2007年8月28日火曜日

Expanding the motivation construct in language learning

Trembley, P., & Gardner, R. (1995). Expanding the motivation construct in language learning. The Modern Language Journal, 79(4). 505-518.

Trembely & Gardner (1995)はまず動機付けの研究分野を紹介し、そしておもにGardnerの研究について言及した。しかし、近年教育心理学の分野では動機づけの研究が進み、さまざまな理論(e.g., self-efficacy, goal setting theory)が提唱されているのにもかかわらず、Gardnerが開発したモデルであるSocio-educational modelに取り込まれていないとを指摘した。よって、この研究も目的はSocio-educational modelに近年提唱されている理論を付加することである。オンタリオにいる75名の高校生が調査参加者である。25スケールからなる質問紙やテストが実施され、質問紙の信頼性係数アルファ値は低いスケールで.26で高いものでは.92と、信頼性はやや高いといえる。フランス語の習熟度を測定するためエッセイを書くライティングテストとフランス語の成績が用いられた。構造方程式モデルを用いて潜在変数の関係性を因果モデルで表し、結果すべてのパス係数は有意であるという結果となった。モデルの適合度であるGFIやAGFIは低く、それぞれ.70と.63となり、著者はモデルが複雑であるので適合度が低くなったと理由を挙げた。他に、適合度が低い理由としては、サンプルが少ない、一つの潜在変数に一つしか観測変数がないなどがあげられる。このモデルはいくつかの動機づけの理論を取り入れた類をみないもので、新たな視点を動機づけ研究に取り入れた。

2007年8月27日月曜日

Assessing motivational factors in foreign language learning: Cultural variation in key constructs

Rueda, R. & Chen, C. (2005). Assessing motivational factors in foreign language learning: Cultural variation in key constructs, Educational Assessment, 10(3), 209-229.

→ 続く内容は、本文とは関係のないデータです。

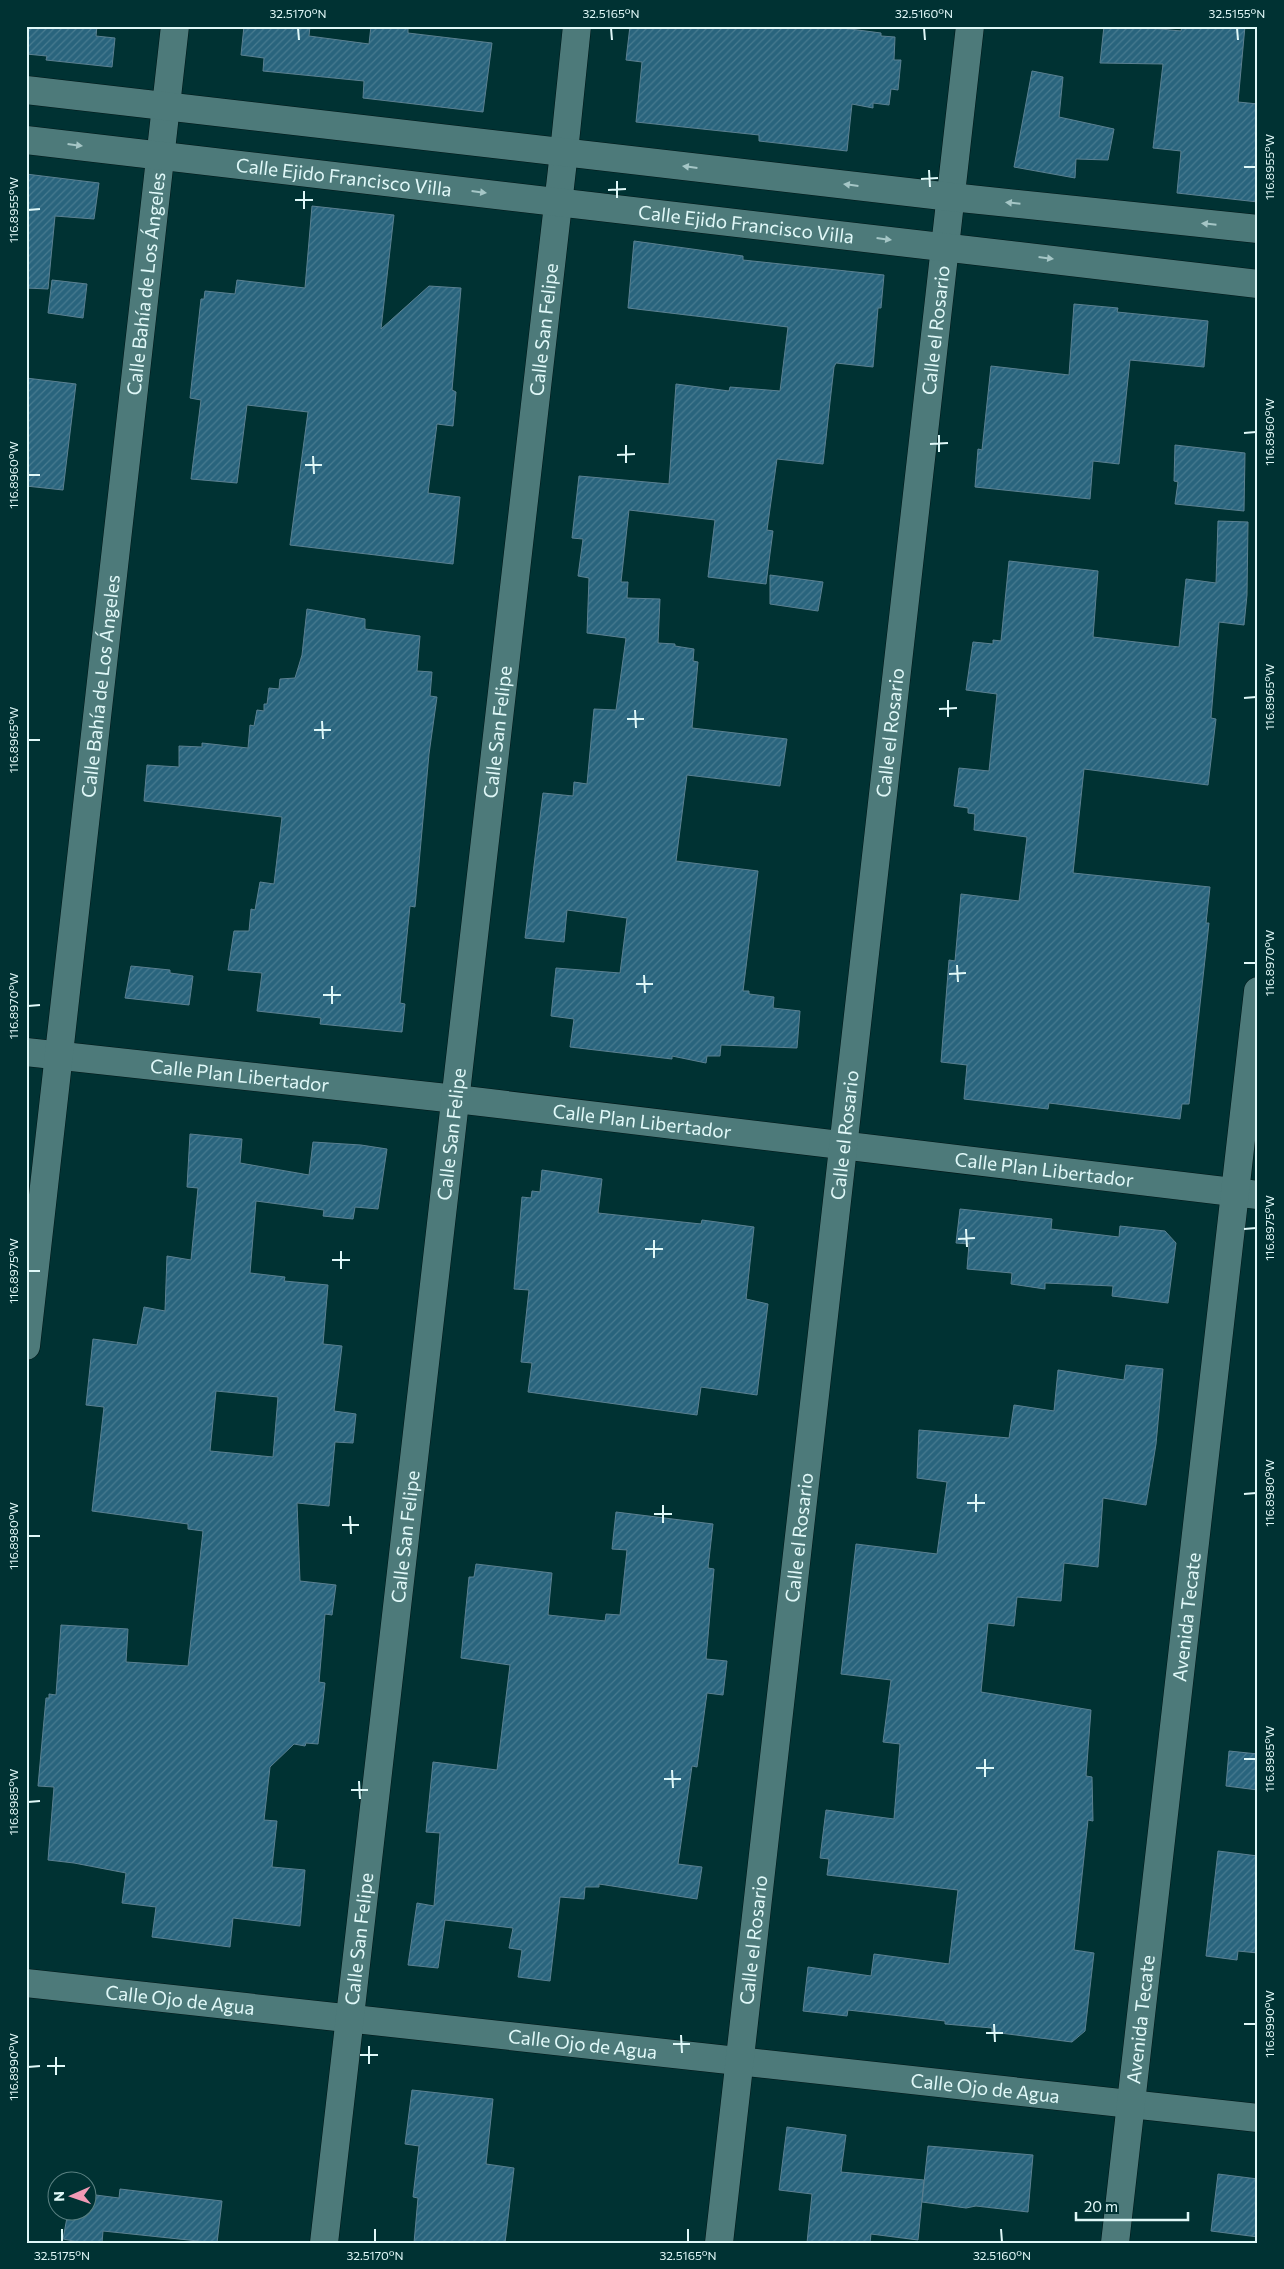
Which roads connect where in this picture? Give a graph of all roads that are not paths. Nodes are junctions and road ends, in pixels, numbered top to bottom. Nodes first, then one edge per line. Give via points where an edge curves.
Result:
1 (175, 26) edge
2 (577, 26) edge
3 (970, 26) edge
4 (26, 90) edge
5 (166, 106) junction
6 (26, 140) edge
7 (564, 152) junction
8 (160, 155) junction
9 (952, 197) junction
10 (558, 201) junction
11 (1258, 229) edge
12 (946, 246) junction
13 (1258, 284) edge
14 (1258, 991) edge
15 (26, 1052) edge
16 (59, 1056) junction
17 (456, 1099) junction
18 (842, 1146) junction
19 (1246, 1194) edge
20 (26, 1346) edge
21 (26, 1983) edge
22 (350, 2019) junction
23 (740, 2062) junction
24 (1131, 2104) junction
25 (1258, 2118) edge
26 (324, 2243) edge
27 (719, 2243) edge
28 (1115, 2243) edge

1 - 5 street, Calle Bahía de Los Ángeles
2 - 7 street, Calle San Felipe
3 - 9 street, Calle el Rosario
4 - 5 street
5 - 7 street
5 - 8 street, Calle Bahía de Los Ángeles
6 -> 8 street, Calle Ejido Francisco Villa
9 -> 7 street
7 - 10 street, Calle San Felipe
8 -> 10 street, Calle Ejido Francisco Villa
8 - 16 street, Calle Bahía de Los Ángeles
11 -> 9 street
9 - 12 street, Calle el Rosario
10 -> 12 street, Calle Ejido Francisco Villa
10 - 17 street, Calle San Felipe
12 -> 13 street, Calle Ejido Francisco Villa
12 - 18 street, Calle el Rosario
14 - 19 street, Avenida Tecate
15 - 16 street, Calle Plan Libertador
16 - 17 street, Calle Plan Libertador
16 - 20 street, Calle Bahía de Los Ángeles
17 - 18 street, Calle Plan Libertador
17 - 22 street, Calle San Felipe
18 - 19 street, Calle Plan Libertador
18 - 23 street, Calle el Rosario
19 - 24 street, Avenida Tecate
21 - 22 street, Calle Ojo de Agua
22 - 23 street, Calle Ojo de Agua
22 - 26 street, Calle San Felipe
23 - 24 street, Calle Ojo de Agua
23 - 27 street, Calle el Rosario
24 - 25 street, Calle Ojo de Agua
24 - 28 street, Avenida Tecate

Rueda and Chen (2005) argued that in foreign language learning cultural differences in motivation had not been taken account and criticized the existing models of motivation for saying they were developed from a western perspective only. Thus, the purpose of their study was to investigate the extent to which the motivational factors impact the learning of Asian heriage and non-Asian heritage learners of Chinese language. One hundred fifty university students comprising 116 Asian heritage and 34 non-Asian heritage learnners took two kinds of instruments. The first kind was motivation questionnaire. No scree plot, factor loadings, eigen values were reported, but seven factors were extracted, namely instrumentality, intrinsic motivation, passivity toward requirements, task value, belief about effort, seld-efficacy, and effort develoted to target language learning. The second kind was learning outcomes questionnaire. No descriptive statistics were reported and assumptions prior to conducting t-tests, correlation, and structural equation modeling were not mentioned. The results of the t-test showed that there was a significant difference in the passitivity toawrd requirements factor. The causual relationships among the seven factors were displayed, but no chi-square value and fit indexes were reported. It showed that task value was the best predictor of effort devoted factor. In conclusion, they mentioned that there was no significant difference in terms of their motivational belifes, but argued that motivational constucts were influenced by cultural factors.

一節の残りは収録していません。